Last week’s Teaching With Contemporary Art column, Mining Ideas, had some very interesting thoughts and perspectives submitted by Jennifer, Eric, and Sue. I want to continue the dialogue this week by suggesting two ways educators can use sketchbooks to influence teaching with and about contemporary art.
During our time working with Contemporary Art Start at MoCA, Los Angeles this past August, we asked participants to use their sketchbook to plan an installation or site-specific work inspired by a big idea after viewing and discussing Art:21 segments featuring Alfredo Jaar and Allora & Calzadilla. Participants were then encouraged, after seeing a variety of sketchbook samples, to literally think big and label their plans with specific media, effects, scale, site details, lighting, sound effects, etc. Many participants mentioned not having the chance to think and plan in this way before, but it was clear that there was a certain freedom in utilizing the sketchbook to plan for something that in the end may be too large (or expensive, or delicate) to actually build. What was important was the fact that participants thought through their idea and committed that idea to paper.

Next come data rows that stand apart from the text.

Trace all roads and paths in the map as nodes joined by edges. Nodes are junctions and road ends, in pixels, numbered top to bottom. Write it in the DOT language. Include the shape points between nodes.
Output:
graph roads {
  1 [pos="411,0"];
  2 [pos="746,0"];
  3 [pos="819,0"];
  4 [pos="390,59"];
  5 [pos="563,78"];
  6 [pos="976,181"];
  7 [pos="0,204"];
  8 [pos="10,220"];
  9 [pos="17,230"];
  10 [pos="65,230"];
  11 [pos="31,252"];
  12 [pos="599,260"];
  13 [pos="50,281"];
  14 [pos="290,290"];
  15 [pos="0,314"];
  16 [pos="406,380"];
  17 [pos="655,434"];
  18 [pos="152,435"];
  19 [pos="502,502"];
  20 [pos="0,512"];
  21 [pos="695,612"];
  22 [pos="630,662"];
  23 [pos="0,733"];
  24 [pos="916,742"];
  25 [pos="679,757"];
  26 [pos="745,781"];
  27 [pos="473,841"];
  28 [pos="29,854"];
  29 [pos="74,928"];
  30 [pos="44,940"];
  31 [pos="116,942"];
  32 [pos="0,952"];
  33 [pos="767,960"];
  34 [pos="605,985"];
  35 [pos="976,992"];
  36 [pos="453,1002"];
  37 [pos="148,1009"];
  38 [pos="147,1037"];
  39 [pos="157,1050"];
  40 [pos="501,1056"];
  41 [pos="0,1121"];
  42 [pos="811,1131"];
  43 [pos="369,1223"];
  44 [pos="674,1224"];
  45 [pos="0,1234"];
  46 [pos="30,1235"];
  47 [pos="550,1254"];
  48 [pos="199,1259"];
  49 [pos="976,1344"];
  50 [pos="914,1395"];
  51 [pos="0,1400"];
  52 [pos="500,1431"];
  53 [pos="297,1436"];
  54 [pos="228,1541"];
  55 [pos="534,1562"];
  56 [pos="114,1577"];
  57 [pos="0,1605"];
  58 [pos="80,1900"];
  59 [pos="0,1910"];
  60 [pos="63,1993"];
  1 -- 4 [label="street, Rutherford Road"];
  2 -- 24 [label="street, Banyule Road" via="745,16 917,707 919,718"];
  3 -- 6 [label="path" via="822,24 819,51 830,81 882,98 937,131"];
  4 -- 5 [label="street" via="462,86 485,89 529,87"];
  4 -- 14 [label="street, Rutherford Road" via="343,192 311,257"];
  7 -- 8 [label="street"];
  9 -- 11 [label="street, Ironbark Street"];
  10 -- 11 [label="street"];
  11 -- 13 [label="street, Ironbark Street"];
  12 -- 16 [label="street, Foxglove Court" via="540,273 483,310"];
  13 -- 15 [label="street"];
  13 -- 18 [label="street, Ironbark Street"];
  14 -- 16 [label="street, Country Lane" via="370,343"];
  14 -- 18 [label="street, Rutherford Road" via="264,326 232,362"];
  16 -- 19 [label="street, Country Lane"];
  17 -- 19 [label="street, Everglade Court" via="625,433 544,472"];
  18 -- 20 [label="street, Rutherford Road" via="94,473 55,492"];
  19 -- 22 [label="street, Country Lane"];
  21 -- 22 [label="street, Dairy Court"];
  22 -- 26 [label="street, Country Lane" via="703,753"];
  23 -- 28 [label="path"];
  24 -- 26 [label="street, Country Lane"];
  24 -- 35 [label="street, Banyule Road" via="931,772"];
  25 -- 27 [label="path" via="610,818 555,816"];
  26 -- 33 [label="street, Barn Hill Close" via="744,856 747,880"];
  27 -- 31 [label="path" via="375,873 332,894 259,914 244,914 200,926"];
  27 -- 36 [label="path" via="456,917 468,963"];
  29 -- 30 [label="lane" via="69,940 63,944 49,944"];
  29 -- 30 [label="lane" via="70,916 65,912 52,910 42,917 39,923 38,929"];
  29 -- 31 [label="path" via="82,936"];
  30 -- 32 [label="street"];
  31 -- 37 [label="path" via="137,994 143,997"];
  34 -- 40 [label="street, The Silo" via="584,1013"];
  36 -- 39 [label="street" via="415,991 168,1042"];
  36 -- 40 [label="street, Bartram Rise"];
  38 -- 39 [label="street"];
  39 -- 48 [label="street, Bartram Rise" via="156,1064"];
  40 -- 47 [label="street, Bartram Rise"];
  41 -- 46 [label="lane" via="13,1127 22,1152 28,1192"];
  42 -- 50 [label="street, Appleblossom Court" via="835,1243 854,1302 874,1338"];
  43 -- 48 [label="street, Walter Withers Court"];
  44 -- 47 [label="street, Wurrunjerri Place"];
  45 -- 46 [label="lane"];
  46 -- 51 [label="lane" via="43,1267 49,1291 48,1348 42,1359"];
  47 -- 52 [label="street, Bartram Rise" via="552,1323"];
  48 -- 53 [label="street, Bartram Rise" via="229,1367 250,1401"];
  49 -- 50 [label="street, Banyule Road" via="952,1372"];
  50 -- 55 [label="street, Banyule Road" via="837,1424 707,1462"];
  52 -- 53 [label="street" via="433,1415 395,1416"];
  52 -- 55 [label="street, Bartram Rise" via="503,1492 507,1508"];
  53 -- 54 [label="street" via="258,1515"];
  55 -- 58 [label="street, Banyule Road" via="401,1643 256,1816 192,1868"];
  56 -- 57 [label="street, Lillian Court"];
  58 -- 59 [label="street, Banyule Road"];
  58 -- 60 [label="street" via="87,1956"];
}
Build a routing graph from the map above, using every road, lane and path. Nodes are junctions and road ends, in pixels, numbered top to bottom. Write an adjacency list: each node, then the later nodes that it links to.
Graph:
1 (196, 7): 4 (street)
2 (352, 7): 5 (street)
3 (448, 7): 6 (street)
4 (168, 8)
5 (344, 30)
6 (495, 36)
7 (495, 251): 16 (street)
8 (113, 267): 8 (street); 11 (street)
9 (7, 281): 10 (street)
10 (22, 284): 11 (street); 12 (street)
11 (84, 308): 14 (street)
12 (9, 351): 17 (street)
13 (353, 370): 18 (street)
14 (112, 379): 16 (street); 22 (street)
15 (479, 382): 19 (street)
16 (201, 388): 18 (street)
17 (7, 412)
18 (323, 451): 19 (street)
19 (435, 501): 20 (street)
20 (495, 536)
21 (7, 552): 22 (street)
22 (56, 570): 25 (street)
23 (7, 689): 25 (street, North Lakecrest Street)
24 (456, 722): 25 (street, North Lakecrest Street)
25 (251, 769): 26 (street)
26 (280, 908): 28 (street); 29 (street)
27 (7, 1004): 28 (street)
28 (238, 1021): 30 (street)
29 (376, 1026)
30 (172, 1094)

A second idea for utilizing sketchbooks in the classroom involves teaching students to use them while they view films about art and artists. Students can use their sketchbooks to jot down quotes, create questions for the artist, write a short reaction to a specific work, or even begin “working off” a particular artist to begin new ideas for themselves. Any of these starting points (and generating starting points can be one of the greatest uses for a sketchbook) can lead to thoughtful and exciting finished works of art.